尖った枝が頭の上を掠めてギョッとし、柔らかい木の葉がピシピシと服にあたって身をかたくする。
猛スピードで駆ける馬は、太い木の幹に向かっていく。
どんどん近づくが陛下は避ける素振りがない。
幹が目前に迫り、ぶつかる!と思った瞬間、ひらりとかわした。
「うおっ」
「なんだ!?」
「うがあ!」
後を追っていた敵はどうにも避けられず、ぶつかって派手に倒れている。
後続も倒れた馬を咄嗟に避けられずにつまずく。
そんなことを繰り返して敵を減らしながら、陛下の馬は走りに走る。
敵馬のいななきと叫び声が森中に木霊し、驚いた鳥たちがバタバタと飛び立った。
「もう少しの我慢だ。がんばれ」
コレットは陛下に言葉をかけられるが、あまりのスリリングさで声も出せず、ただうなずくしかできない。
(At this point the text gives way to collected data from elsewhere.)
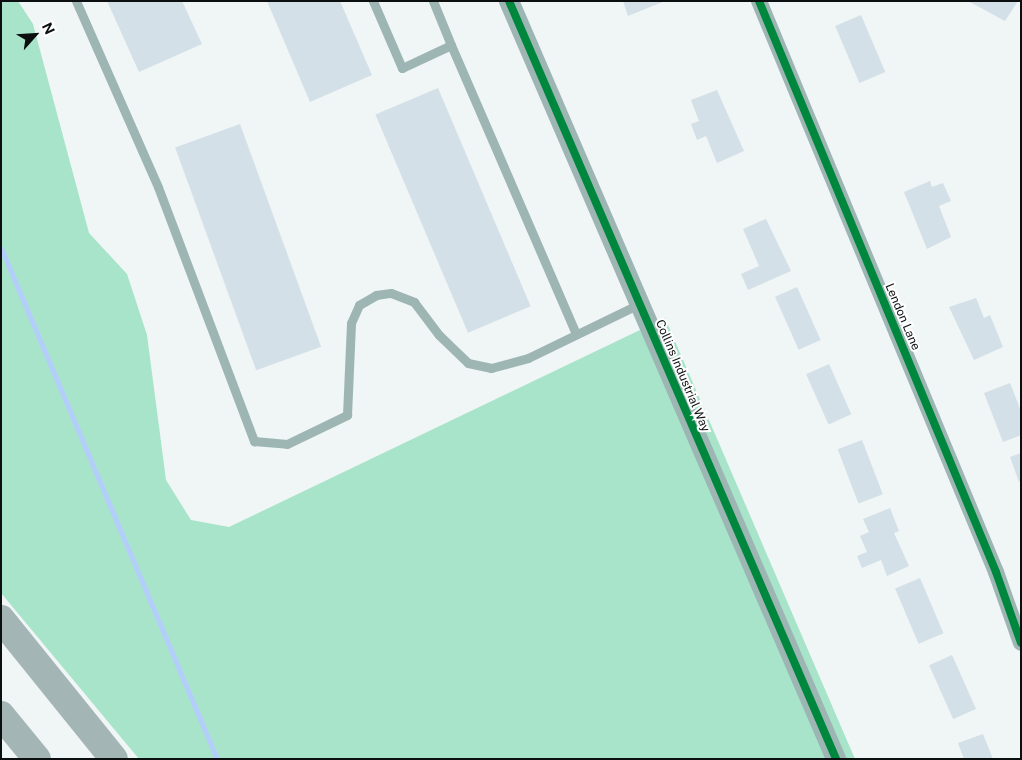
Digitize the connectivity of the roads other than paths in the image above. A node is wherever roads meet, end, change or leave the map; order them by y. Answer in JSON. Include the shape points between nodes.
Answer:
{"nodes":[{"id":1,"x":76,"y":1,"type":"edge"},
{"id":2,"x":373,"y":1,"type":"edge"},
{"id":3,"x":433,"y":1,"type":"edge"},
{"id":4,"x":509,"y":1,"type":"edge"},
{"id":5,"x":761,"y":2,"type":"edge"},
{"id":6,"x":451,"y":45,"type":"junction"},
{"id":7,"x":639,"y":304,"type":"junction"},
{"id":8,"x":575,"y":332,"type":"junction"},
{"id":9,"x":1,"y":619,"type":"edge"},
{"id":10,"x":1021,"y":643,"type":"edge"},
{"id":11,"x":1,"y":715,"type":"edge"},
{"id":12,"x":37,"y":759,"type":"edge"},
{"id":13,"x":114,"y":759,"type":"edge"},
{"id":14,"x":836,"y":759,"type":"edge"}],
"edges":[{"from":1,"to":8,"type":"lane","via":[[158,187],[254,441],[287,444],[347,415],[351,323],[359,305],[376,294],[392,293],[414,302],[439,335],[468,363],[491,368],[528,358]]},
{"from":2,"to":6,"type":"lane","via":[[402,68]]},
{"from":3,"to":6,"type":"lane"},
{"from":4,"to":7,"type":"street","name":"Collins Industrial Way"},
{"from":5,"to":10,"type":"street","name":"Lendon Lane","via":[[996,572]]},
{"from":6,"to":8,"type":"lane"},
{"from":7,"to":8,"type":"lane"},
{"from":7,"to":14,"type":"street","name":"Collins Industrial Way"},
{"from":9,"to":13,"type":"highway"},
{"from":11,"to":12,"type":"highway"}]}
両手が使えるようになった陛下の華麗な手綱さばきは、想像を遥かに超えていた。
けれど不思議と恐怖はない。
陛下なら失敗しないという、揺るぎない信頼があるのだ。
やがて敵を振り切り、馬はスピードを緩めて止まった。
「ここは、どこの山ですか?」
窮地を脱してホッとするも、見渡す限りの木立で、奥深くに迷い込んでしまったよう。
近くに川があるのだろう、小さなせせらぎが聞こえてくる。